→ **About this exercise**:
If a line in the entries contains the string "lane", include that line in your answer.

→ **Data to use**:
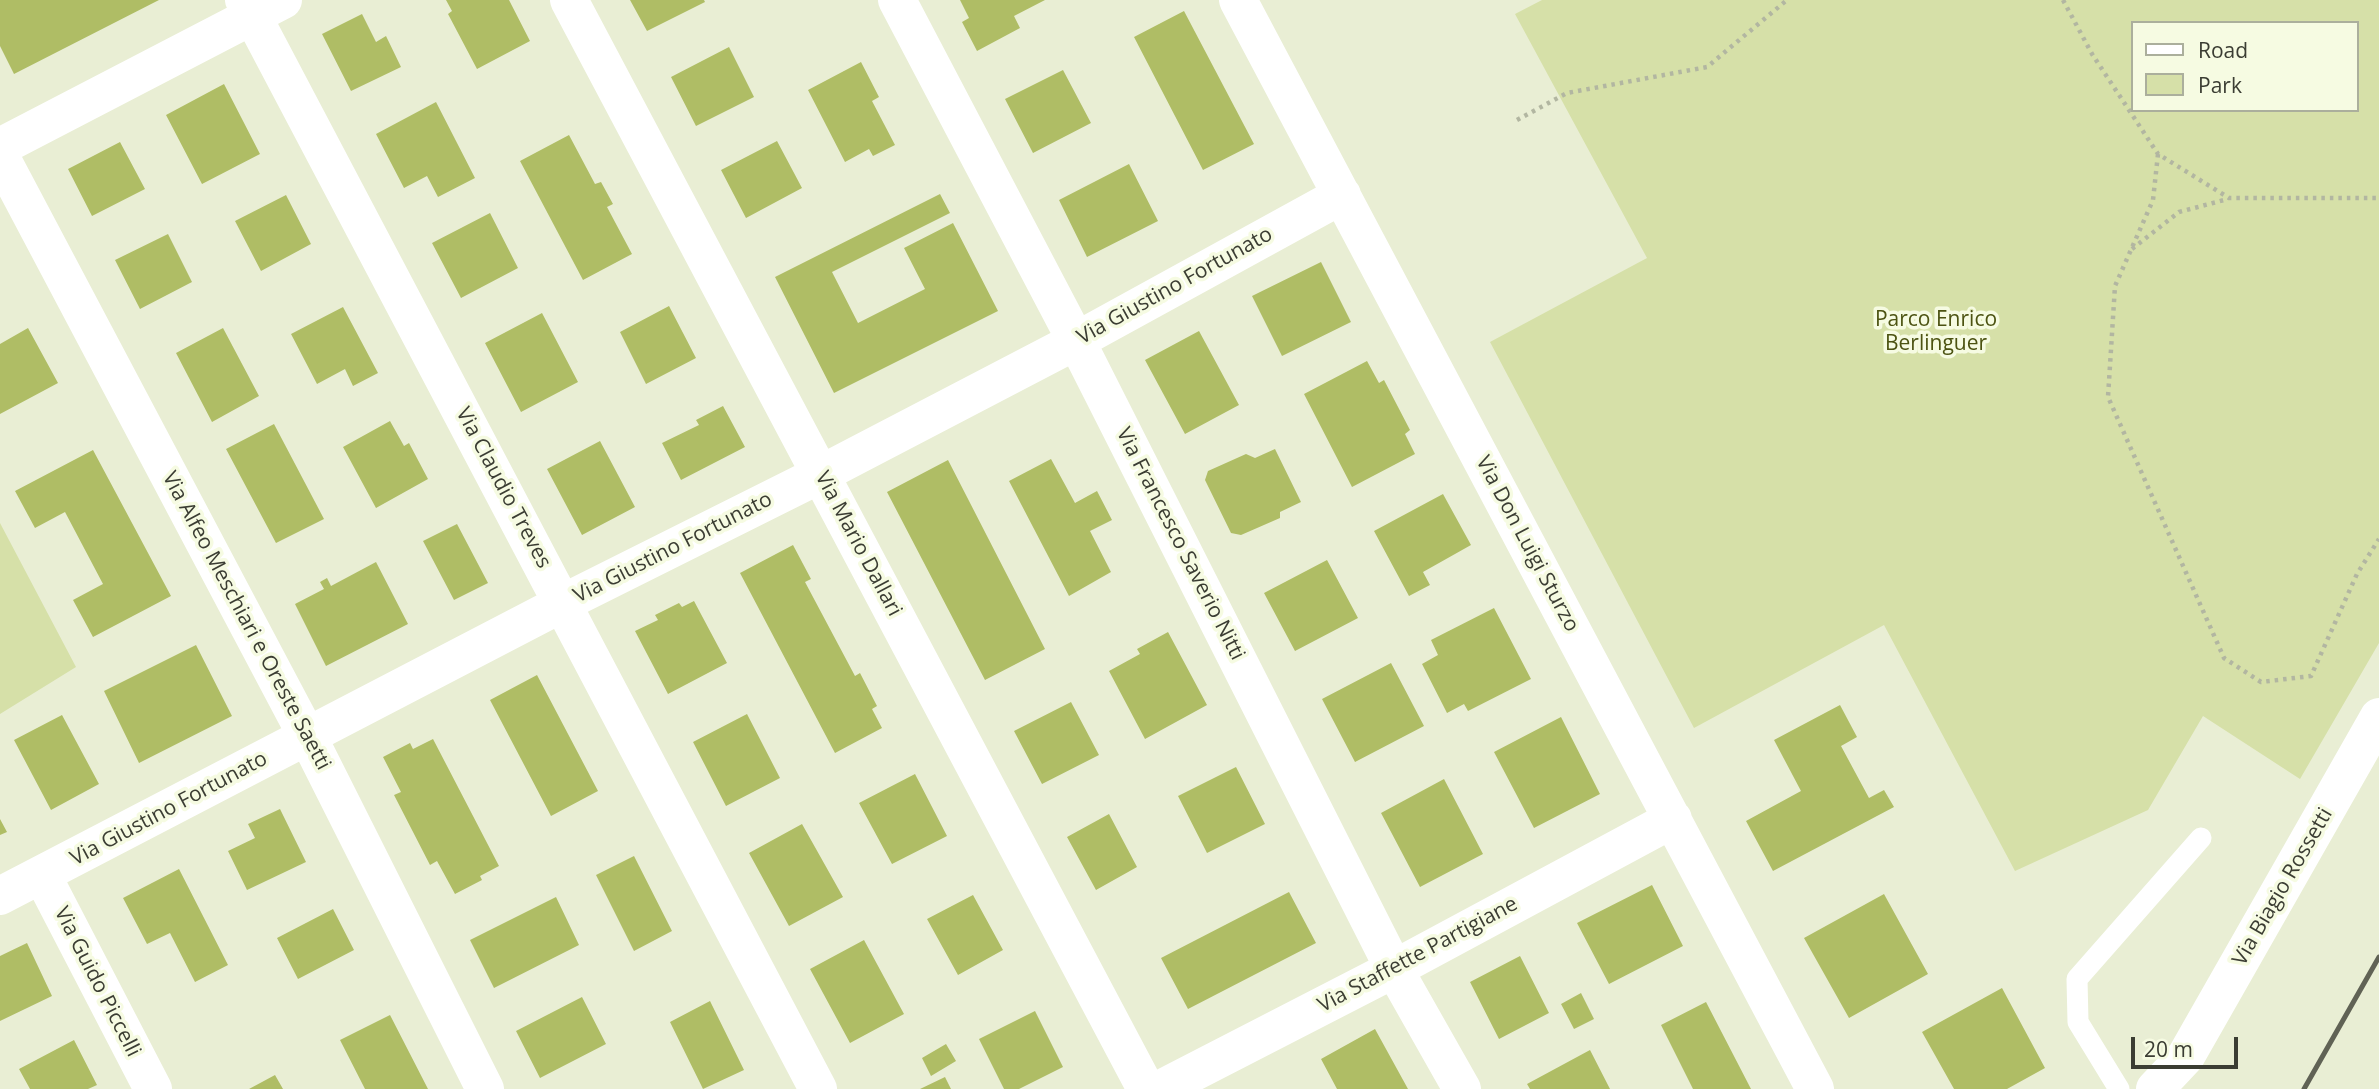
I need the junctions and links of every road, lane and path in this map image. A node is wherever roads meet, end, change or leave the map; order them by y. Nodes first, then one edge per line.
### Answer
1 (569, 0) edge
2 (897, 0) edge
3 (1238, 0) edge
4 (1787, 0) edge
5 (2063, 0) edge
6 (260, 6) edge
7 (2130, 112) edge
8 (2130, 112) edge
9 (1517, 120) dead end
10 (0, 147) edge
11 (2158, 154) junction
12 (0, 156) edge
13 (1342, 195) junction
14 (2229, 198) junction
15 (2379, 198) edge
16 (2131, 250) junction
17 (1076, 341) junction
18 (821, 474) junction
19 (2379, 539) edge
20 (563, 603) junction
21 (2379, 717) edge
22 (307, 736) junction
23 (1673, 820) junction
24 (2201, 838) dead end
25 (42, 875) junction
26 (0, 896) edge
27 (1394, 969) junction
28 (153, 1089) edge
29 (485, 1089) edge
30 (818, 1089) edge
31 (1146, 1089) edge
32 (1161, 1089) edge
33 (1462, 1089) edge
34 (1815, 1089) edge
35 (2119, 1089) edge
36 (2155, 1089) edge

1 - 18 street, Via Mario Dallari
2 - 17 street, Via Francesco Saverio Nitti
3 - 13 street, Via Don Luigi Sturzo
4 - 9 path
5 - 7 path
6 - 10 street
6 - 20 street, Via Claudio Treves
8 - 11 path
11 - 14 path
11 - 16 path
12 - 22 street, Via Alfeo Meschiari e Oreste Saetti
13 - 17 street, Via Giustino Fortunato
13 - 23 street, Via Don Luigi Sturzo
14 - 15 path
14 - 16 path
16 - 19 path
17 - 18 street, Via Giustino Fortunato
17 - 27 street, Via Francesco Saverio Nitti
18 - 20 street, Via Giustino Fortunato
18 - 31 street, Via Mario Dallari
20 - 22 street, Via Giustino Fortunato
20 - 30 street, Via Claudio Treves
21 - 36 street, Via Biagio Rossetti
22 - 25 street, Via Giustino Fortunato
22 - 29 street, Via Alfeo Meschiari e Oreste Saetti
23 - 27 street, Via Staffette Partigiane
23 - 34 street, Via Don Luigi Sturzo
24 - 35 lane
25 - 26 street, Via Giustino Fortunato
25 - 28 street, Via Guido Piccelli
27 - 32 street, Via Staffette Partigiane
27 - 33 street, Via Francesco Saverio Nitti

→ **Reply to the task**:
I need the junctions and links of every road, lane and path in this map image. A node is wherever roads meet, end, change or leave the map; order them by y. Nodes first, then one edge per line.
24 - 35 lane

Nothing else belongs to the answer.